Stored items
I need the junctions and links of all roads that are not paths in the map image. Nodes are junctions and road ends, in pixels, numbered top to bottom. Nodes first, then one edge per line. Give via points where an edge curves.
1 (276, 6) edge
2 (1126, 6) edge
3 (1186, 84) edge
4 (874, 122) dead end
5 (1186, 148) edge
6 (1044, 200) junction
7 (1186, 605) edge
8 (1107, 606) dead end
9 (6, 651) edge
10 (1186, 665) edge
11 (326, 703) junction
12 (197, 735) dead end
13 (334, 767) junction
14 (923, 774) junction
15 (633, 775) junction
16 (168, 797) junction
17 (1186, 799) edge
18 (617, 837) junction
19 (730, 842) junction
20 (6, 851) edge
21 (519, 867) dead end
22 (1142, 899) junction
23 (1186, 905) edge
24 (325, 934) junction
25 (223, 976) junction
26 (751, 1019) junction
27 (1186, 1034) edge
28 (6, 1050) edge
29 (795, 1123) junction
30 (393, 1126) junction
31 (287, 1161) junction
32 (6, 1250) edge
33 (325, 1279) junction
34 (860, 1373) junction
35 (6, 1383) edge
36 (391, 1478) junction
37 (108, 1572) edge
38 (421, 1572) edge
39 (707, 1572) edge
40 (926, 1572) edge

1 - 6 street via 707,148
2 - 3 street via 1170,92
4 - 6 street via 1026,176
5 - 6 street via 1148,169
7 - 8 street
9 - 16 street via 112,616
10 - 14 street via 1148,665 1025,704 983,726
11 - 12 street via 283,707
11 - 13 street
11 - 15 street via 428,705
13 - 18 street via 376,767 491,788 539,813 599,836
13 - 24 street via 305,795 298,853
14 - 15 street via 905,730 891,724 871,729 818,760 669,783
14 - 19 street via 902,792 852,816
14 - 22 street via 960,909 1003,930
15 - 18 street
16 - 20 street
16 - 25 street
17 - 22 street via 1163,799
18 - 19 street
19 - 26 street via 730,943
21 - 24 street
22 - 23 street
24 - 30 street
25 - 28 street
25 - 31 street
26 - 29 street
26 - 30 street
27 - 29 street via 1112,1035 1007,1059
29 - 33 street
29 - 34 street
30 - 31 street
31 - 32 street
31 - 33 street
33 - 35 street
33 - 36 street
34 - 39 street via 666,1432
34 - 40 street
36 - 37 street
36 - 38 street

---

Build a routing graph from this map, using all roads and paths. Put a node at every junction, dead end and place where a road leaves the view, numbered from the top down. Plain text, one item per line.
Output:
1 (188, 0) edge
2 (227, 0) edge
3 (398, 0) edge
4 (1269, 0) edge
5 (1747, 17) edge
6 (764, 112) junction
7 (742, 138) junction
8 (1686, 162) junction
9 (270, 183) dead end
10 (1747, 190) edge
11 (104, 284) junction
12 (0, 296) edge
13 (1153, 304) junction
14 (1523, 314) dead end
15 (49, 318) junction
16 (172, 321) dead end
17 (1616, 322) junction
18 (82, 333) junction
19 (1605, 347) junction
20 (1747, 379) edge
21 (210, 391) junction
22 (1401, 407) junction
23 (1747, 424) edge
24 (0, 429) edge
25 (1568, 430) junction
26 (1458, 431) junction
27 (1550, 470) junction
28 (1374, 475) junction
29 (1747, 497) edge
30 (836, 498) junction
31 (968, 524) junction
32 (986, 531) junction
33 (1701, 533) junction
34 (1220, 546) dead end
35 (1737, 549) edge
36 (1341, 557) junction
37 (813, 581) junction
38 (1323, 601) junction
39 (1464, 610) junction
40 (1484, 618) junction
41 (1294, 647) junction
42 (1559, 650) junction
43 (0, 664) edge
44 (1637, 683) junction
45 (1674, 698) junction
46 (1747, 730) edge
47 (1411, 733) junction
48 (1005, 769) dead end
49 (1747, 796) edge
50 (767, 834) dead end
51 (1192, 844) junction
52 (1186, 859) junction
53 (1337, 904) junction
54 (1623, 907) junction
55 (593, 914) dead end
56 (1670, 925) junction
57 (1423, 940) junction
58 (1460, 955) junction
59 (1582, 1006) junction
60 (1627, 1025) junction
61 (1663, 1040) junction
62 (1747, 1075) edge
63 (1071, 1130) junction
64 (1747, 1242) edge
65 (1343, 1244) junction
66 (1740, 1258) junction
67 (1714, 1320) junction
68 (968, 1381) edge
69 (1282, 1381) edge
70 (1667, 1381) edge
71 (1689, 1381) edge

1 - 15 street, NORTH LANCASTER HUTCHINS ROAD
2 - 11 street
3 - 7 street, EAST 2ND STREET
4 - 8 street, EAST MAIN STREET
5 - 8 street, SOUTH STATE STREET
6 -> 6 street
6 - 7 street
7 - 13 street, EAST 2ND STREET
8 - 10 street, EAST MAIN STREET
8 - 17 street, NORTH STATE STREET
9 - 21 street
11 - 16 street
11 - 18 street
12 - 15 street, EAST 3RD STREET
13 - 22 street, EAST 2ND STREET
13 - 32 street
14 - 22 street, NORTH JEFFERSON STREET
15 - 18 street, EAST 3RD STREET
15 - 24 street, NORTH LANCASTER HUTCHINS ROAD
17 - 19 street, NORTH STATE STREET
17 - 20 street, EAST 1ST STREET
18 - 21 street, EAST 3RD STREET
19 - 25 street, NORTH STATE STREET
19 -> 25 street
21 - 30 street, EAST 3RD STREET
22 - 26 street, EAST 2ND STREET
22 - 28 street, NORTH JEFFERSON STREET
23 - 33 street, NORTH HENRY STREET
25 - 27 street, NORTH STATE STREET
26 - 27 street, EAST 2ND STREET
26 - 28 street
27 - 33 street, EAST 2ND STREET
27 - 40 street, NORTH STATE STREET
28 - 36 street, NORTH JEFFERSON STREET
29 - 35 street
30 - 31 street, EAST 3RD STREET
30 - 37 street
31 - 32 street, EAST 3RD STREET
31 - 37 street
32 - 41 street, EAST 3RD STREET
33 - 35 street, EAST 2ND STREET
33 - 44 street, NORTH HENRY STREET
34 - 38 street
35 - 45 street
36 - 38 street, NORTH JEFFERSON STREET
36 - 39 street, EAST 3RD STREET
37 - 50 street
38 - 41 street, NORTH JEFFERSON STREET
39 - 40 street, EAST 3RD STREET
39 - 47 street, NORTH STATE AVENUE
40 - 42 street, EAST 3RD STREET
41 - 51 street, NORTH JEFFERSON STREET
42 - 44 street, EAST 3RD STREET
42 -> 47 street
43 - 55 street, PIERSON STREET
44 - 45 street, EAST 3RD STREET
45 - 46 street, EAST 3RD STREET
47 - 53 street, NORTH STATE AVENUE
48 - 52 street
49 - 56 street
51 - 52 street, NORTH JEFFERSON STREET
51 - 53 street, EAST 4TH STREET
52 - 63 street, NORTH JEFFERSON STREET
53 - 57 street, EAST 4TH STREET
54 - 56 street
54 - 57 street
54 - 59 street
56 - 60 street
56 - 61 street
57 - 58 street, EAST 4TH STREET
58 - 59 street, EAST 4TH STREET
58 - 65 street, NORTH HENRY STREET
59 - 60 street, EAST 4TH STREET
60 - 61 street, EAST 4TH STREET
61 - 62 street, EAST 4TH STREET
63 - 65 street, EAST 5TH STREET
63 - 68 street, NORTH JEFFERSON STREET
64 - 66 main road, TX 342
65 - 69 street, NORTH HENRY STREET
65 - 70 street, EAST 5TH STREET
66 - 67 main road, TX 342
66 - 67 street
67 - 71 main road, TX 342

==

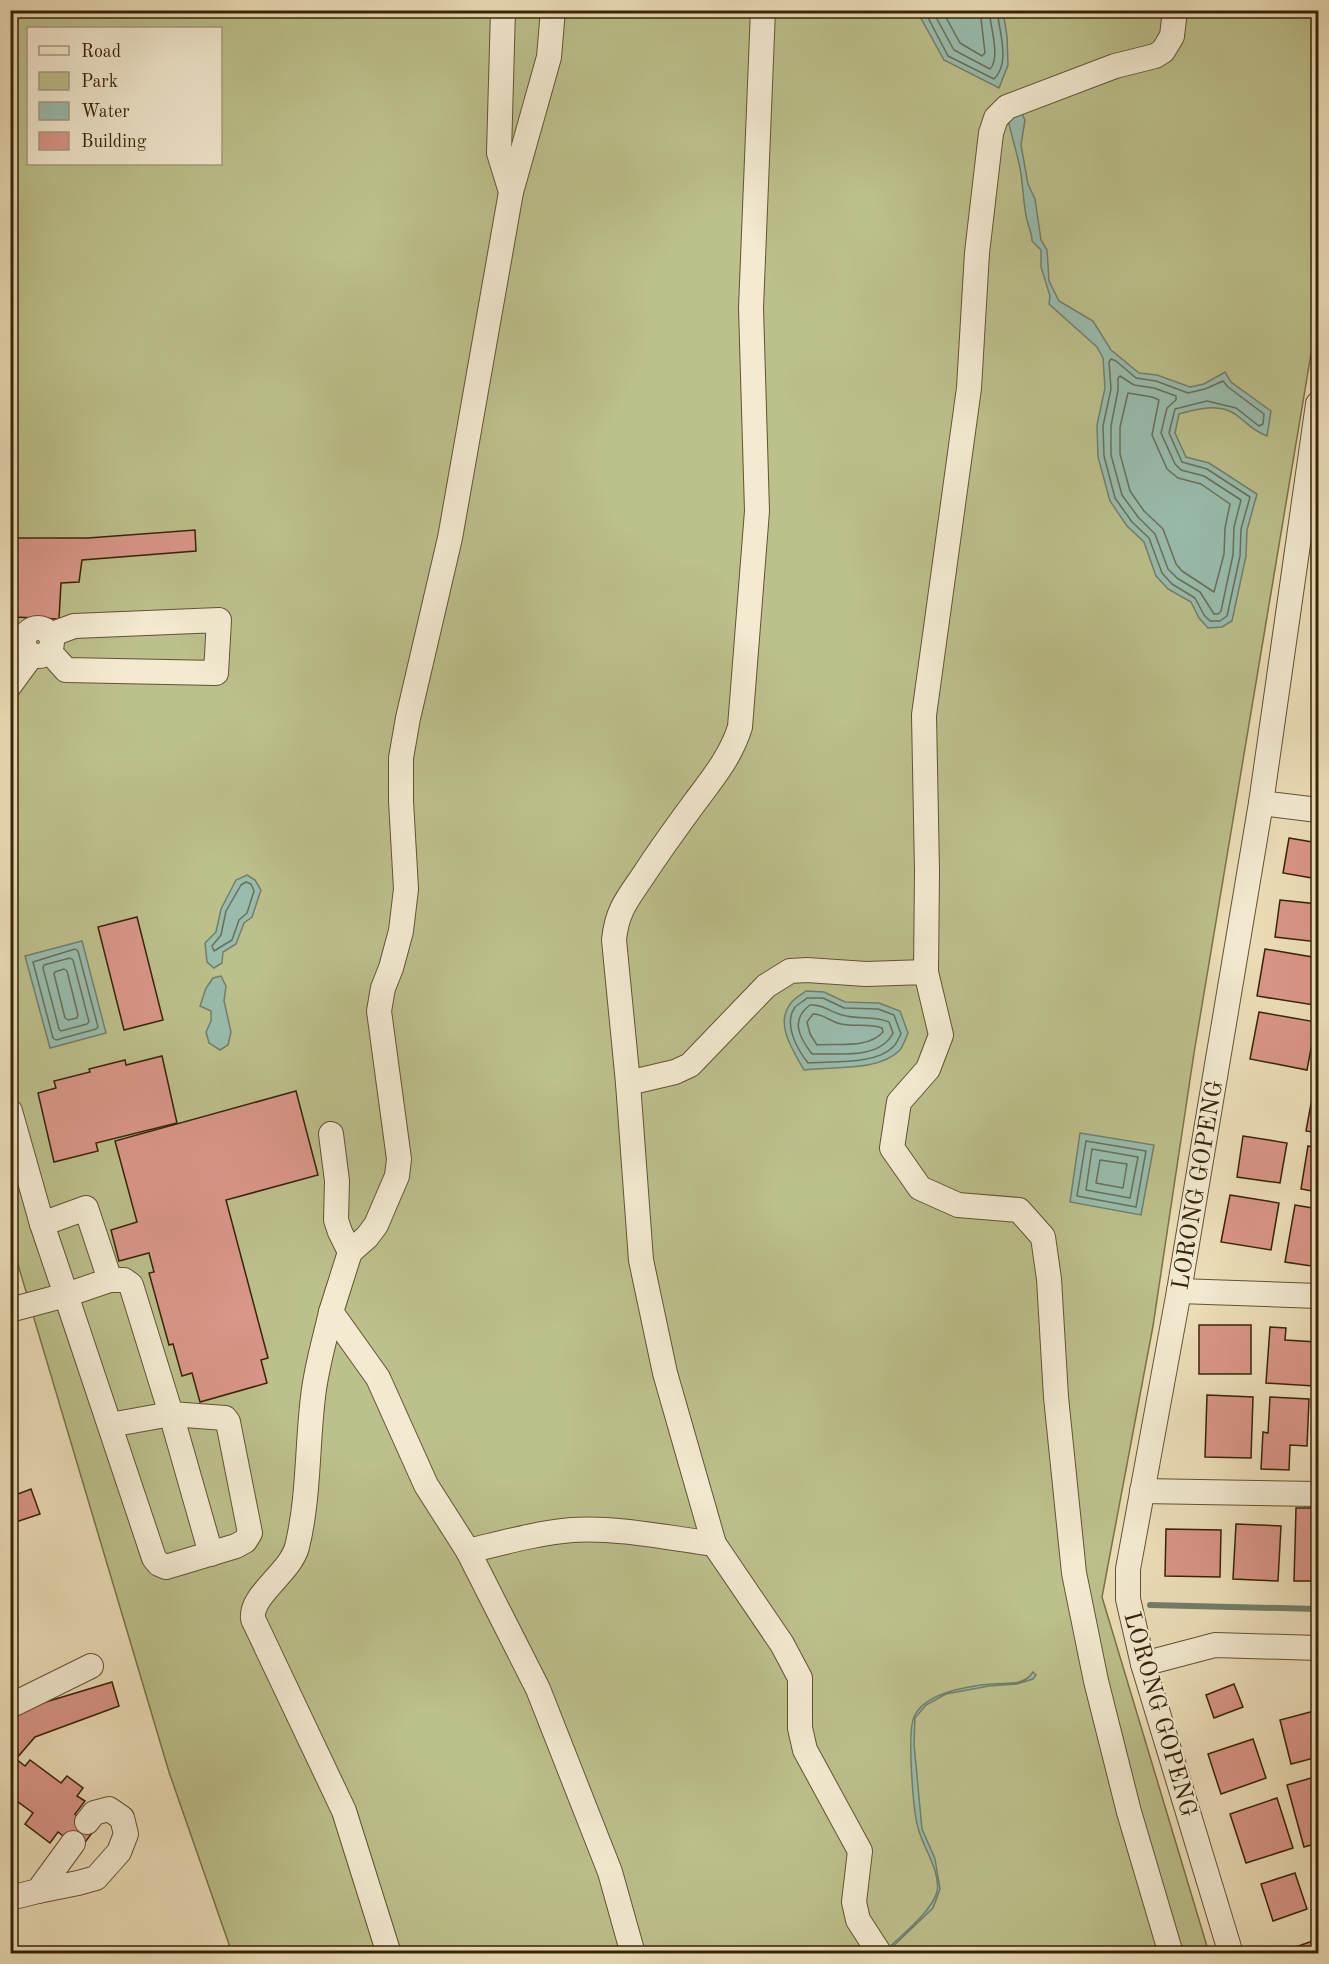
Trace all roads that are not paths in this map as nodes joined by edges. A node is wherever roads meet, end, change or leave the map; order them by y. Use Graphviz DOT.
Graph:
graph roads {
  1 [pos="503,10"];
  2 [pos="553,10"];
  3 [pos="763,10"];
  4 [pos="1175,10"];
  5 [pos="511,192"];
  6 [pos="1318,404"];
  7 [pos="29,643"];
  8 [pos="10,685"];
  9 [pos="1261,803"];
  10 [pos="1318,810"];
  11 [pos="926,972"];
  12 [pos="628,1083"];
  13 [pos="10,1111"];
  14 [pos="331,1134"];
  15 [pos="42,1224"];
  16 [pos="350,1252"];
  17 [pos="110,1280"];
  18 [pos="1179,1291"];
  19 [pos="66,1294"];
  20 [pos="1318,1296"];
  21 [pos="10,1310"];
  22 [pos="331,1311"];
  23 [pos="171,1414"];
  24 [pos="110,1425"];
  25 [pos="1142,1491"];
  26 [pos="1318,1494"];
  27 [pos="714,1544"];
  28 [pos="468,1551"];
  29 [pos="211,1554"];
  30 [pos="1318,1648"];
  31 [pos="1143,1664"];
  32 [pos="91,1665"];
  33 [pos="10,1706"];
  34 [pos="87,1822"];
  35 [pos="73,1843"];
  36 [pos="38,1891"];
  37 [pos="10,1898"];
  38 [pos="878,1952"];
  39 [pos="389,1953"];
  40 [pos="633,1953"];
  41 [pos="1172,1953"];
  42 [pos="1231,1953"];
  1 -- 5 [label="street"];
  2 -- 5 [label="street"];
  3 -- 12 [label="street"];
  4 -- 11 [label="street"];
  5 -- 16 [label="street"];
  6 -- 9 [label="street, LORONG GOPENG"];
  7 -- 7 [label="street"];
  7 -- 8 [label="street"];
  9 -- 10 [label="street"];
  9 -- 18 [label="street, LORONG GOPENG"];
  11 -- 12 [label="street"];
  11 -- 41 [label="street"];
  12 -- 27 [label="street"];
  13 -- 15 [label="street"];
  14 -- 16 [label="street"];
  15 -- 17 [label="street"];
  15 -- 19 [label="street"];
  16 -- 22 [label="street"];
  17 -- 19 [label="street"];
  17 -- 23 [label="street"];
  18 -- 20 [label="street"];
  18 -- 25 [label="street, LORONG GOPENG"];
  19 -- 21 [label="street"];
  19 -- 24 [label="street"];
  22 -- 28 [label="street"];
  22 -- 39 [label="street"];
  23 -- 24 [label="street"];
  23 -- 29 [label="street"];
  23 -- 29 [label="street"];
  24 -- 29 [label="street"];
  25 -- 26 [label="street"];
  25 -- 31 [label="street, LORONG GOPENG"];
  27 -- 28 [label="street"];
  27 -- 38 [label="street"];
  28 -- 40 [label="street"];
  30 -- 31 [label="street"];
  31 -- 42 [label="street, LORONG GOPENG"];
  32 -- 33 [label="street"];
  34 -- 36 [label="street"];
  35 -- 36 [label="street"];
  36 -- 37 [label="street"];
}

◆ ASSIGNED TASK ◆
The lines above that hold the word "GOPENG" should be found and copied out.

◆ SOLUTION ◆
  6 -- 9 [label="street, LORONG GOPENG"];
  9 -- 18 [label="street, LORONG GOPENG"];
  18 -- 25 [label="street, LORONG GOPENG"];
  25 -- 31 [label="street, LORONG GOPENG"];
  31 -- 42 [label="street, LORONG GOPENG"];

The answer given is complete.